Una storia, questa, che va ben oltre il semplice significato musicale assurgendo a simbolo di una cultura e di una tradizione che personaggi come Fabio Zuffanti, bassista e autore delle musiche della band oltre che uno dei promotori del succitato CSPI , cercano di perpetrare con apprezzabile passione e tenacia anche se, come abbiamo potuto constatare, i giovani (anagraficamente …) presenti alla serata si contavano sulle dita di una mano.
Dopo alcuni brani rappresentativi del passato della band è stato proposto integralmente e senza alcuna interruzione l’ultimo lavoro, immergendo in un’atmosfera di magica sospensione tutti i presenti.
Le Porte Del Domani è evidentemente permeato delle sonorità che hanno reso leggendarie Le Orme e il Banco , ma più che un’operazione nostalgica o comunque volta a sfruttare la scia dei capolavori del passato è apparsa evidente la volontà da parte della band di tornare alle radici del prog italiano per farlo rinascere, traghettandolo nel nuovo millennio con una veste antica ma non per questo obsoleta.
Sul palco, a coadiuvare il lavoro del già citato deus ex-machina Fabio al basso, del preciso batterista Maurizio Di Tollo, del raffinato tastierista Agostino Macor, dell’estroso flautista Andrea Monetti e dell’ottimo e magnetico vocalist Alessandro Corvaglia, sono comparsi in veste di ospiti anche i musicisti che hanno contribuito in studio all’incisione del disco: Laura Marsano, che ha regalato emozioni con la propria chitarra solista, e un’autentica icona come Martin Grice, sax e flauto degli storici Delirium.
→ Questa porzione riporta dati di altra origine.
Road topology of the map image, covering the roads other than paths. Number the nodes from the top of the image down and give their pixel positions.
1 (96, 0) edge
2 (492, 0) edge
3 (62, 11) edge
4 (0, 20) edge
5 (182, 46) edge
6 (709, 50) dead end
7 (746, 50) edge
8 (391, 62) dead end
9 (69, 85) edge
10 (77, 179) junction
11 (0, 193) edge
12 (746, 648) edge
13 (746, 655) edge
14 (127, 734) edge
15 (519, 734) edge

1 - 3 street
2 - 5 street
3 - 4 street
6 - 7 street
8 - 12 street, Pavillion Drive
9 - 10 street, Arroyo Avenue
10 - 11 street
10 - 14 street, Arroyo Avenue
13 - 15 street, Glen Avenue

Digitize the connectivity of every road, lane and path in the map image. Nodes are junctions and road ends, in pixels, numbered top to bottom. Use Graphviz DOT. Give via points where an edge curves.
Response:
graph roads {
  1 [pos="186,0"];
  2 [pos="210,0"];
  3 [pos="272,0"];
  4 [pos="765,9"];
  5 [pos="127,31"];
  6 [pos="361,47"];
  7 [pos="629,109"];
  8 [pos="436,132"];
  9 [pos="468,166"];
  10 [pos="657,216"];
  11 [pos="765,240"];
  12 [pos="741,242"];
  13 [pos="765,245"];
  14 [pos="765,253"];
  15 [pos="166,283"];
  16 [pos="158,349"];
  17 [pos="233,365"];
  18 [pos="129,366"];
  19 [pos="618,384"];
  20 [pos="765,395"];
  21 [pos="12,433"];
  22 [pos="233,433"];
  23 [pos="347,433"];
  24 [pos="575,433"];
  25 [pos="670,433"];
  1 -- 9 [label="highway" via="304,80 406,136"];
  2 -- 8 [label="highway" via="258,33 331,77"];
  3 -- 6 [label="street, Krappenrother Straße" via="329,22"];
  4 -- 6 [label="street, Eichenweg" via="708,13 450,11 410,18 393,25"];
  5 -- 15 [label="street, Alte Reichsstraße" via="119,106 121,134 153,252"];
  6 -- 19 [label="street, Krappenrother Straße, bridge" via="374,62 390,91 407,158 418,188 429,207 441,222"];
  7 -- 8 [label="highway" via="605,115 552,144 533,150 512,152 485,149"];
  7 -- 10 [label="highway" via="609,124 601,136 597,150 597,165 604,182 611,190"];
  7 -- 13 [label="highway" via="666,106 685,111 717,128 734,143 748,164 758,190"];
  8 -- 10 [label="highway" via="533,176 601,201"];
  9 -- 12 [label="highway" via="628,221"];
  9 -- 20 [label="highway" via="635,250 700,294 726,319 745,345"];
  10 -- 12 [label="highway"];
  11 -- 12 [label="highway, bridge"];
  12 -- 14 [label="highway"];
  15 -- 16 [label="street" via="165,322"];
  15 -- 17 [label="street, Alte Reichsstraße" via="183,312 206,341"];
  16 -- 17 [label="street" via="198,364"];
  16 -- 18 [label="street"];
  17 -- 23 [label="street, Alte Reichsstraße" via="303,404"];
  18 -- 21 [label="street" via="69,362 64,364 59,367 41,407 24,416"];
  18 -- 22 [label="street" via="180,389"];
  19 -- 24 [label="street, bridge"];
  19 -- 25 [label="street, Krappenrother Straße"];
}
Quello a cui abbiamo assistito è stato un concerto che ha rappresentato un atto d’amore verso un genere musicale che, pure avviandosi verso il mezzo secolo di vita, continua a vantare estimatori affezionati in ogni parte del globo e che vede nascere costantemente nuovi e interessanti gruppi, non necessariamente composti da musicisti ormai attempati, ugualmente desiderosi di valicare tramite la propria musica “le porte del domani”.